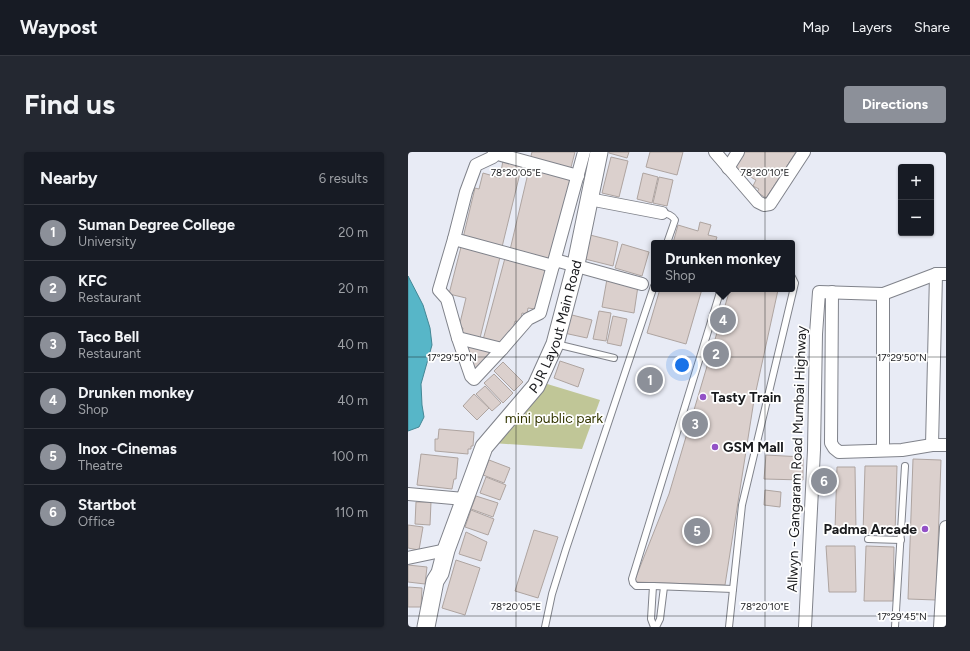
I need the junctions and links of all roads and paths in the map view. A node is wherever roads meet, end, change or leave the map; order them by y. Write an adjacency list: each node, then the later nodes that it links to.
1 (584, 152): 8 (street)
2 (599, 152): 9 (street, PJR Layout Main Road)
3 (715, 152): 7 (street)
4 (738, 152): 7 (street)
5 (804, 152): 7 (street)
6 (494, 153): 8 (street); 11 (street)
7 (728, 168)
8 (578, 176): 13 (street)
9 (589, 199): 10 (street); 14 (street, PJR Layout Main Road)
10 (662, 213): 12 (lane)
11 (454, 238): 13 (street); 21 (street)
12 (668, 240)
13 (553, 266): 14 (street); 23 (street)
14 (574, 271): 16 (street); 22 (street, PJR Layout Main Road)
15 (941, 274): 20 (street); 25 (street)
16 (648, 285): 42 (lane)
17 (720, 292): 37 (lane)
18 (792, 292): 39 (lane)
19 (832, 292): 20 (street); 27 (street); 45 (street, Allwyn - Gangaram Road Mumbai Highway)
20 (883, 294): 27 (street)
21 (458, 338): 23 (street); 23 (street)
22 (555, 344): 24 (lane); 30 (street, PJR Layout Main Road)
23 (502, 349)
24 (614, 358)
25 (932, 445): 26 (street); 27 (street)
26 (946, 445)
27 (883, 450)
28 (905, 466): 33 (lane)
29 (408, 494): 30 (street)
30 (464, 499): 34 (street, PJR Layout Main Road)
31 (946, 528): 47 (street)
32 (868, 539): 33 (lane)
33 (901, 540): 46 (lane)
34 (446, 550): 35 (street); 36 (street, PJR Layout Main Road)
35 (408, 558)
36 (440, 573): 40 (street, PJR Layout Main Road); 41 (street, PJR Layout Main Road)
37 (653, 586): 38 (lane); 43 (lane)
38 (664, 587): 39 (lane); 43 (lane)
39 (733, 589): 44 (lane)
40 (426, 627)
41 (436, 627)
42 (545, 627)
43 (655, 627)
44 (729, 627)
45 (805, 627)
46 (896, 627)
47 (940, 627)

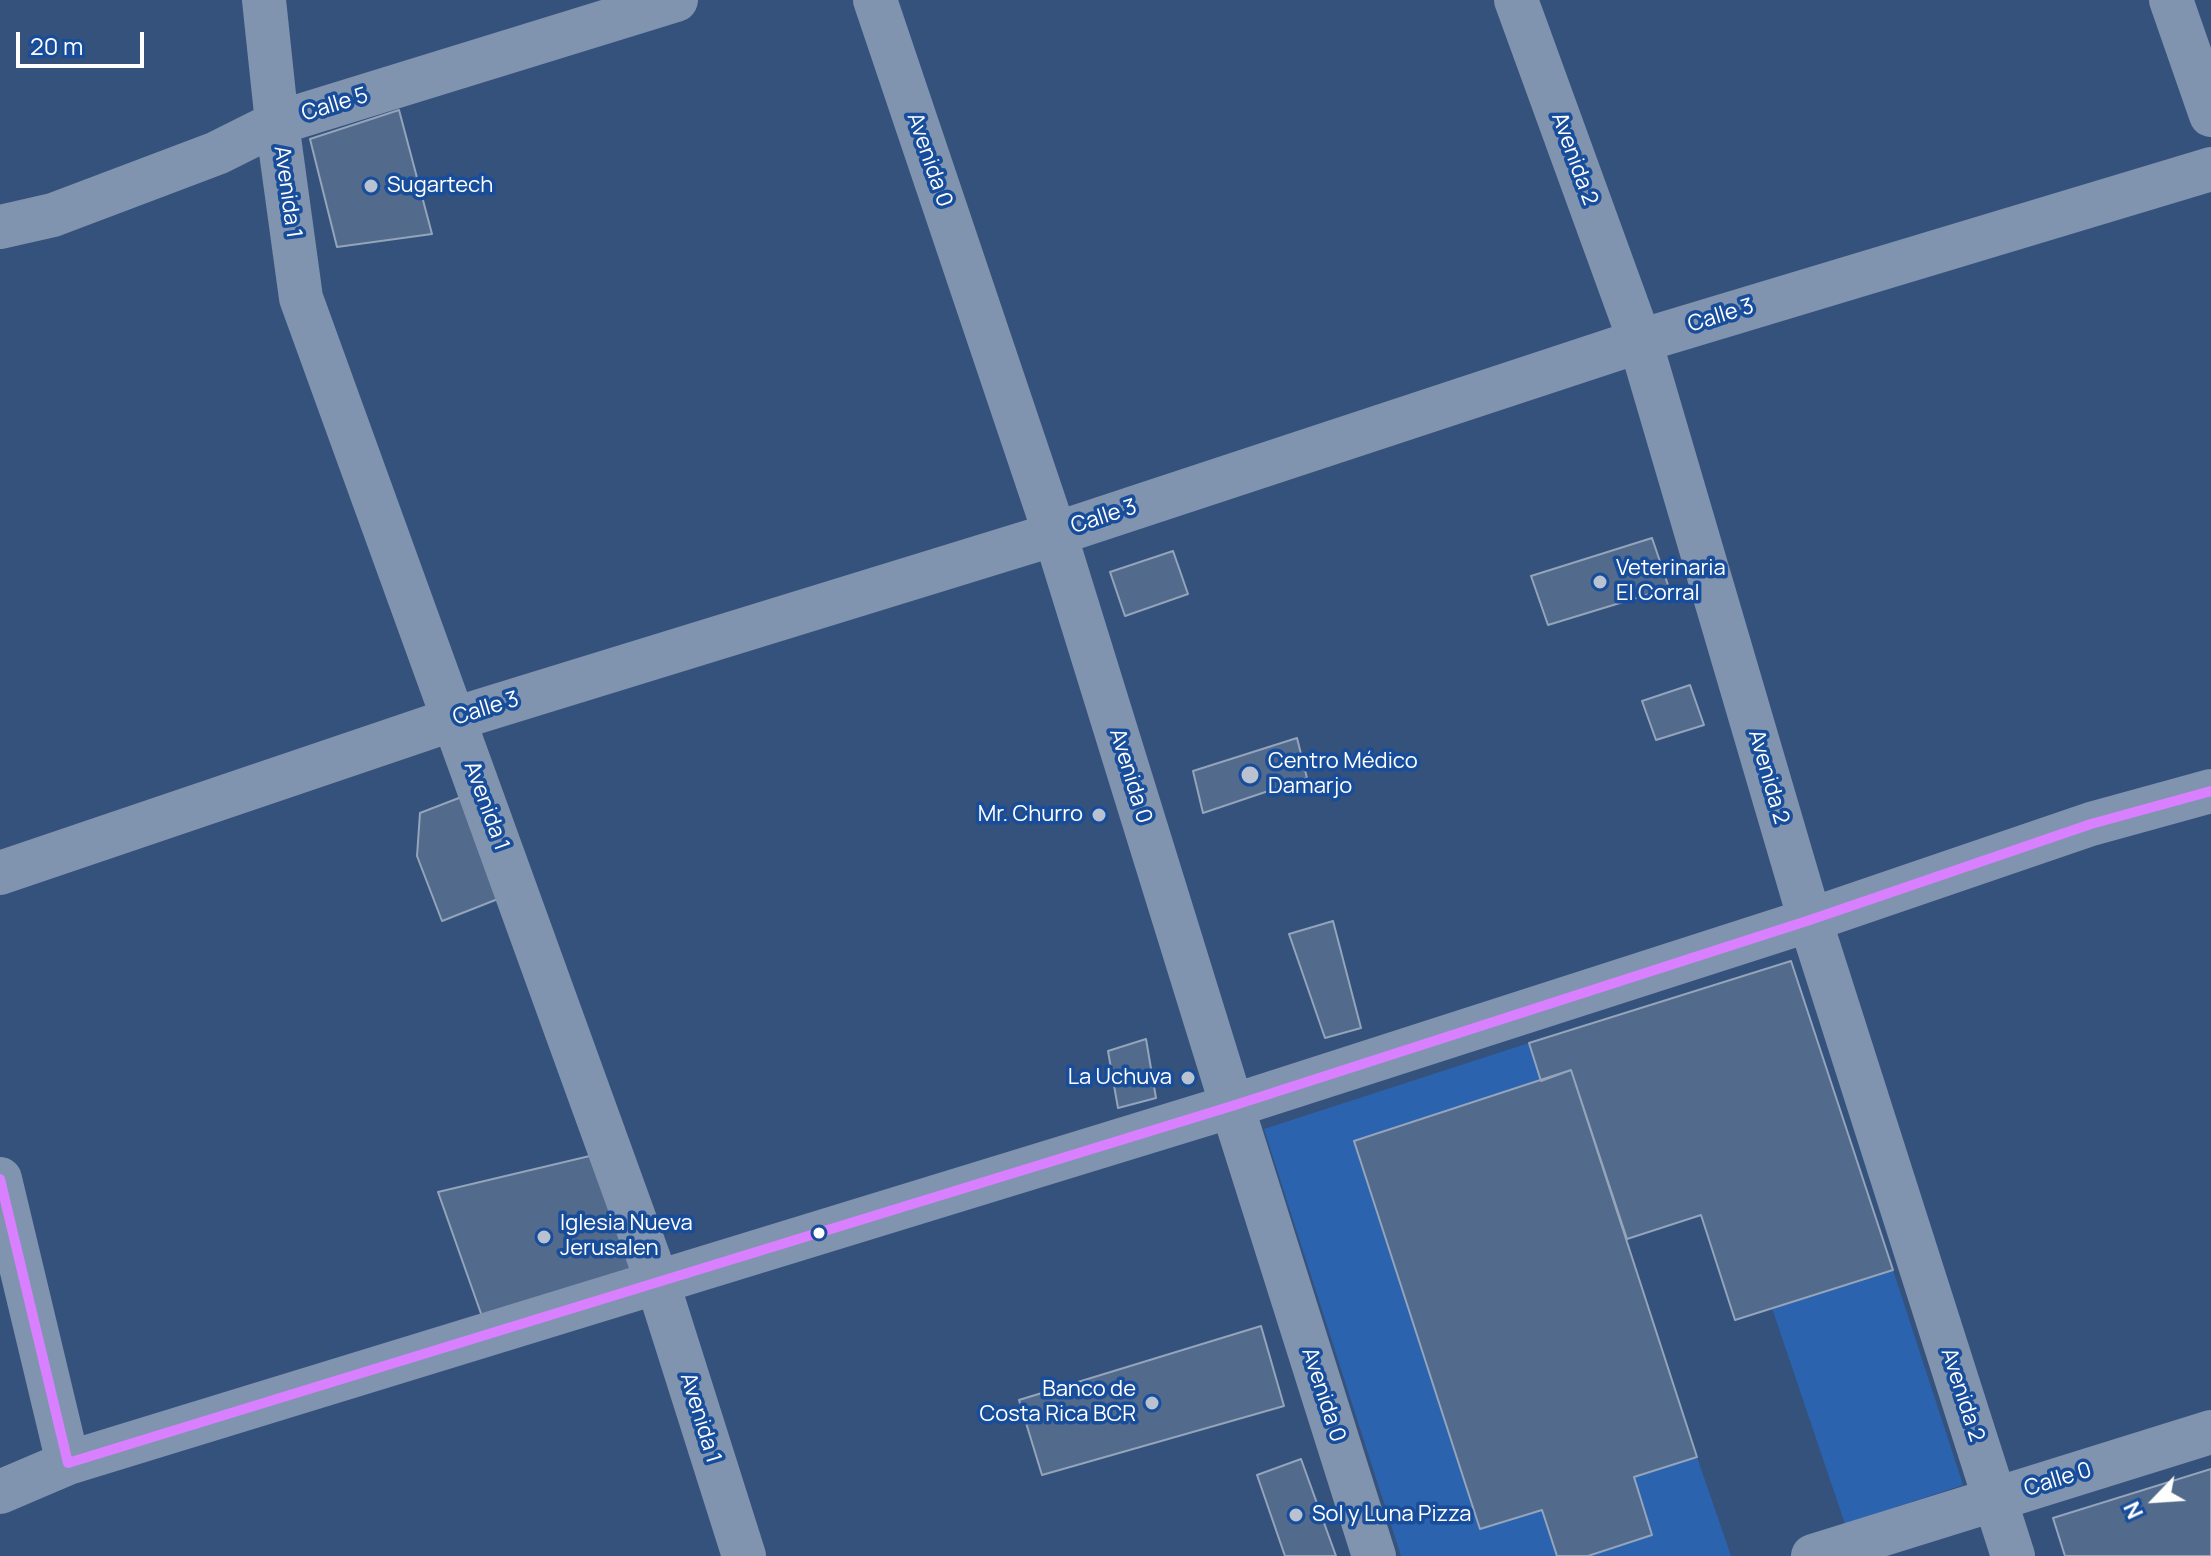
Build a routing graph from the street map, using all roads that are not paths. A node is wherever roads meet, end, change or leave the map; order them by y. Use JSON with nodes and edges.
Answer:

Problem details:
Return exactly the lines in the records above, beginning with the one that holds "Build a routing" and ending with the last.

Problem solution:
Build a routing graph from the street map, using all roads that are not paths. A node is wherever roads meet, end, change or leave the map; order them by y. Use JSON with nodes and edges.
Answer:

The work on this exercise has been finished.